Tuesday, February 12, 2013

FINDING YOUR VOICE



Hi folks,

Years ago, I published my first writer’s craft book, FINDING YOUR VOICE with Writer’s Digest Books. It enjoyed wonderful success and last year sold out all of the print copies. My agent, Chip Macgregor was able to secure the ebook rights to it and with his help I was able to put out an ebook version of it. We changed the cover and everything else remained the same. And, it’s still selling like crazy!



In the last few days, Chip has graciously posted a couple of excerpts from it on his blog and he got a lot of great comments on the posts. You can access them here.  This link will take you to the most recent post and if you just scroll down, you’ll find the two posts on Finding Your Voice.

I thought it might be helpful today to include an exercise I used to give when I was the visiting writer-in-residence at the University of Toledo. I stole it from my buddy, Jane Bradley. (Keep in mind what they say: Good writers borrow—great writers steal…)

The impetus behind it is knowing that every single person and living thing sees the same exact scene in a different way. Take a single city block. Say, a residential street in a lower-class neighborhood. Take two different individuals, one a welfare worker and the second an aluminum siding salesman.

The welfare worker might notice the tricycle standing upended and with a missing wheel  in the front yard that needs mowing and weed removal, along with the sack of empty beer bottles at the curb awaiting pickup, and think, “I need to check with the people in this house to see if there’s any child abuse going on.”

The siding salesman might not even see or register the trike or the empties at the curb, but might see the peeling paint of the house next to it and think, “Damn! Here’s a guy who could use some new siding.” The things the welfare worker saw might be invisible to him. He sees them perhaps, but he doesn’t see them.

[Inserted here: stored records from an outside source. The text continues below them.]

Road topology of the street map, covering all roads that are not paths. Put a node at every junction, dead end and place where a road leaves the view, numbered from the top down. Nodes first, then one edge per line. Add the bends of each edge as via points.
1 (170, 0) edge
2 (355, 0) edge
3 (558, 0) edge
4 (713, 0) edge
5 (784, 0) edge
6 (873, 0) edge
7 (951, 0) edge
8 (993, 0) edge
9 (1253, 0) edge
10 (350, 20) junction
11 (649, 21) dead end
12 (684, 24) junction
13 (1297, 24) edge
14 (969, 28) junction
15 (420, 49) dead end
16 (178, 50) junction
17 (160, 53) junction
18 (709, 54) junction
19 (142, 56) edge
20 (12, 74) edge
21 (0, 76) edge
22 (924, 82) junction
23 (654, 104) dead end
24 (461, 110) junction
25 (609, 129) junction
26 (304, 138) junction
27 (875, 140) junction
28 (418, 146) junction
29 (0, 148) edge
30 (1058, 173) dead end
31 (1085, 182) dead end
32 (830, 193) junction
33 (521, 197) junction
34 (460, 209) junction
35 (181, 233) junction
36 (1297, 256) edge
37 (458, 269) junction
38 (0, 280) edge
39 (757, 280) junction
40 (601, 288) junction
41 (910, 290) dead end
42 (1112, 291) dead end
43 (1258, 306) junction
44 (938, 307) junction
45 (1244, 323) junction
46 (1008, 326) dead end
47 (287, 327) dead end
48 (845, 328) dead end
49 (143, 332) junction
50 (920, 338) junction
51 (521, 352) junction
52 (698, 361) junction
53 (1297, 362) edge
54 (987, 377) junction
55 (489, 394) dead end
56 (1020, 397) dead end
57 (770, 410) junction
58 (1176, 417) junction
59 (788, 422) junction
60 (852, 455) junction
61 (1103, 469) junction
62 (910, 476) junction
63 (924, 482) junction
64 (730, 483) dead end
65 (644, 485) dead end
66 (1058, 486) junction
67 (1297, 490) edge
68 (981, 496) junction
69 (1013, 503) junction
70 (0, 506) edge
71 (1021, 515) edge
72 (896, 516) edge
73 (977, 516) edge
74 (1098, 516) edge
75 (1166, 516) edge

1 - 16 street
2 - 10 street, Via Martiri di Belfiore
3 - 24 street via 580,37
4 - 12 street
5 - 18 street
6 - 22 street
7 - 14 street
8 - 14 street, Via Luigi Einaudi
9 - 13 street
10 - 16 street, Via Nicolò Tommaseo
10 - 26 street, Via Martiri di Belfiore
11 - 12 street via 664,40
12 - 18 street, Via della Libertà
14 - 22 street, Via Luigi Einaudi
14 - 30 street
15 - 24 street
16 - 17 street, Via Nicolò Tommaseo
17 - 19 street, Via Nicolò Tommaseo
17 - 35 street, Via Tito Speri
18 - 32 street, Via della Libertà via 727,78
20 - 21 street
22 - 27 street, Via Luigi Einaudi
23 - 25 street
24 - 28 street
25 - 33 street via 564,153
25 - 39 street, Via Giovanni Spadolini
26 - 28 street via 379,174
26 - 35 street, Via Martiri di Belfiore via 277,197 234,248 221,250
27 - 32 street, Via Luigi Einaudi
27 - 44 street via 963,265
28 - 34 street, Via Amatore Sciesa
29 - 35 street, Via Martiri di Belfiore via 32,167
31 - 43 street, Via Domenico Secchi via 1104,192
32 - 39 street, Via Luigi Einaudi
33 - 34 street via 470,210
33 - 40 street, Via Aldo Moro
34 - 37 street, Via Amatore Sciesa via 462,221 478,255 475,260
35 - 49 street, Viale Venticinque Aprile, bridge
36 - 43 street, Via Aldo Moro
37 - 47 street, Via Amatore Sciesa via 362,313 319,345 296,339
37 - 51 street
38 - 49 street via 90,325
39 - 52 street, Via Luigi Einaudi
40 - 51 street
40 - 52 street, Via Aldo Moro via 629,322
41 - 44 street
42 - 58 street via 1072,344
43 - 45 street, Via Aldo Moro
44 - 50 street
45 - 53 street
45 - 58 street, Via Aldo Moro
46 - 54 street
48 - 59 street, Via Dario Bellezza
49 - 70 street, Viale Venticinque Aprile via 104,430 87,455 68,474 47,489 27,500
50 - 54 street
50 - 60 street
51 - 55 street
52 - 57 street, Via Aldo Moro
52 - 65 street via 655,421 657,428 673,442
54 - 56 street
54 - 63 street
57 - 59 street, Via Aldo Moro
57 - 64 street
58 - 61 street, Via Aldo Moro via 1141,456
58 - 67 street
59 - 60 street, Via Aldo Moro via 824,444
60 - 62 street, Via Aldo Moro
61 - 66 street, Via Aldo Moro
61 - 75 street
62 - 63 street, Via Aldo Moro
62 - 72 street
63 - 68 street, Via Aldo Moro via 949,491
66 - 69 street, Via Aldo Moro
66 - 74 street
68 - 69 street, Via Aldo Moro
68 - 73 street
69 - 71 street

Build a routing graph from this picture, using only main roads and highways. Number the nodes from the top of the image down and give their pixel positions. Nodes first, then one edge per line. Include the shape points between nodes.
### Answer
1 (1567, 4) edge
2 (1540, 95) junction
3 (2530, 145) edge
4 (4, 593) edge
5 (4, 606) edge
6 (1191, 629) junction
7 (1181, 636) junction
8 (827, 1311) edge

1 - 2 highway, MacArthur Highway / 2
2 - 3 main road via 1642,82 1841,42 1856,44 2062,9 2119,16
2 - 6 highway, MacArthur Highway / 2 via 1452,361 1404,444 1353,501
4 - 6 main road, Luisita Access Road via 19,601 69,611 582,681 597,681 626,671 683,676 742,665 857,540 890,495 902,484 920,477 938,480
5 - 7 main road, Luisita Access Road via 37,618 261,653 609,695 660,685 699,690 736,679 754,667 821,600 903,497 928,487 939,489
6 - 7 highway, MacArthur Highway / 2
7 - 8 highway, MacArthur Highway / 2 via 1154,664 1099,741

These are just two small examples of how different people look at the same exact scene but each registers very different things.

It’s this condition we all operate under that you can use to inform the characters in the novel you’re writing. Let’s say you have a burglar in your story and you have him walk down that same street. He might not notice the trike in front of the one house nor the peeling paint job of its neighbor, but he might indeed notice the widescreen TV he sees through the front window of the second house and notice that the door is slightly ajar and the wood appears to be a bit rotted. Easy access… Neither the welfare worker or the siding salesman noticed what your burglar focused on. We all practice selective vision depending on who we are, what our jobs are, and on a myriad of other factors.

And, this is how you get into your character’s frame of mind. If you’re writing a story and have a character who’s say a game warden, then climb in your car and take a drive in the country. Get yourself inside what you perceive is a game warden’s mind and try to notice the kinds of things such a person would notice. Really look for the things a game warden might notice that you yourself probably wouldn’t. Let’s say you drive by a woods and notice a pickup truck parked in the open field next to it. If you were driving down that same road in your normal frame of mind as a novelist or a housewife or a Laundromat owner or whatever and whoever you are in “real life,” you might notice there’s a truck there, but it would most likely be a blip in your minds’-eye and quickly be gone without much or even any thought to it. But… in your game warden frame of mind, you notice that it’s July and as far as you know there’s no hunting season going on and you wonder if maybe that truck belongs to a deer poacher.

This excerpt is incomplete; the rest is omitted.